My doggy is almost 2 years old. The other day I was rubbing her belly, and she had her mouth open... it was SO cute. But... I noticed that she has 2 canine teeth on one said, and just one (like all other dogs I know) on the other side. It doesn't seem to cause her any problems, and it seems like she usually chews on that side. Has anyone heard of this, or know if an extra tooth like that could cause her problems? Any information would help. I'm just worried that something like this could pose a problem in the future.


----------



## Jen (Sep 13, 2005)

maybe it's a retained baby tooth?

i found this http://www.canismajor.com/dog/teeth.html


----------



## Ms_P (Apr 25, 2004)

A lot of chis don't loose all of their baby teeth and they have to be pulled.
I would check with your vet because the extra tooth can rot and cause the other teeth to have more decay and it can cause the jaw to get infected if it gets real bad. 
So the answer is yes, it can cause a problem in the future.


----------



## Katie (Apr 9, 2005)

Jack had 2 canines on each side (a total of 4). His puppy canines never fell out so we went ahead and had them pulled. It was a very easy procedure and he did great. I would see what the vet recommends :wave:


----------



## Xymenah (Dec 4, 2006)

Sound exactly like a retained baby tooth.

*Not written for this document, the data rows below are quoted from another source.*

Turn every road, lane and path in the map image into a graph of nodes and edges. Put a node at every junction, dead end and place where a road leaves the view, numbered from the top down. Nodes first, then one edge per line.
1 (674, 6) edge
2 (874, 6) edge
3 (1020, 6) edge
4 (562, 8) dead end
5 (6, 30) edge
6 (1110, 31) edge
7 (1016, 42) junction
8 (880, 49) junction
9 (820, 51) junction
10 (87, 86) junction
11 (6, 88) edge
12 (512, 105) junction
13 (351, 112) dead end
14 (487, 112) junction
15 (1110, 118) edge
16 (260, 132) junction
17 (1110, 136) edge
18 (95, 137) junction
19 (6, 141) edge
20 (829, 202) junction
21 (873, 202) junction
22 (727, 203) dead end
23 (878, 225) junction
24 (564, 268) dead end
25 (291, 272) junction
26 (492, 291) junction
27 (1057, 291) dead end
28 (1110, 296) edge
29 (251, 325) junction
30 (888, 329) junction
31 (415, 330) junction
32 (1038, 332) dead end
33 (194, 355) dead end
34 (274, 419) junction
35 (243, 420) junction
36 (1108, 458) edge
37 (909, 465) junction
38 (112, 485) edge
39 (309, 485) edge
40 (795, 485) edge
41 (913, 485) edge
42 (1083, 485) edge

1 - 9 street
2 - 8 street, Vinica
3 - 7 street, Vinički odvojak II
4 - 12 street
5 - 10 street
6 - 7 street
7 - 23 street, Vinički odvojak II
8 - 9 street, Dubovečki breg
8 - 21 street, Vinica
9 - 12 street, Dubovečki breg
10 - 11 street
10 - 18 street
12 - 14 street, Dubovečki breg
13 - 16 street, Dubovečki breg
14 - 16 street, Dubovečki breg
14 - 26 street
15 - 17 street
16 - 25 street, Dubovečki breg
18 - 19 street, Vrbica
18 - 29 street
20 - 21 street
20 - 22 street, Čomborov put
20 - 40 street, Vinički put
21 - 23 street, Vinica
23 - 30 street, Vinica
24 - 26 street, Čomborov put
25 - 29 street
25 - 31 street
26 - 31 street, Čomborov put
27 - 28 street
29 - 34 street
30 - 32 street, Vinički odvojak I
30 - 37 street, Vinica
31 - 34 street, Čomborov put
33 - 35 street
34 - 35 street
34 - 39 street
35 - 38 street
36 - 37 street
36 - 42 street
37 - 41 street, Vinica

We had a dog in the clinic the other day that had them on both sides and have to have both removed because it can possibly cause problems if they are left there. Definatly consult your vet on it and she what they have to say.


----------



## Yoshismom (Jul 6, 2005)

Yoshi had like 16 baby teeth pulled when he was 10 months old and just last week at almost 2 years we noticed teeth coming in behind his canines as well and had them removed.


----------



## foxywench (Feb 7, 2005)

they usually pull them during the spay/neuter.


----------



## Rubyfox (Jul 11, 2005)

Smiffy had 4 teeth out while he was neutered.__________________


----------



## Lin (Jun 7, 2006)

Bu had one out while he was neutered too.


----------



## Sam85 (Jan 5, 2006)

My bf`s cocker spaniel has this too he has one growing behind the other one it looks very odd, doesnt seem to bother him atall thou. Maybe check with your vet weather it should b taken out or left??


----------



## juliegoller (Jul 5, 2006)

Tinkerbell also had 2 canines on one side and the one came out by itself but it was kind of hanging off to the side. It was on the outside of her mouth like towards her cheek. It kind of freaked me out but she hasn't had any problems since.


----------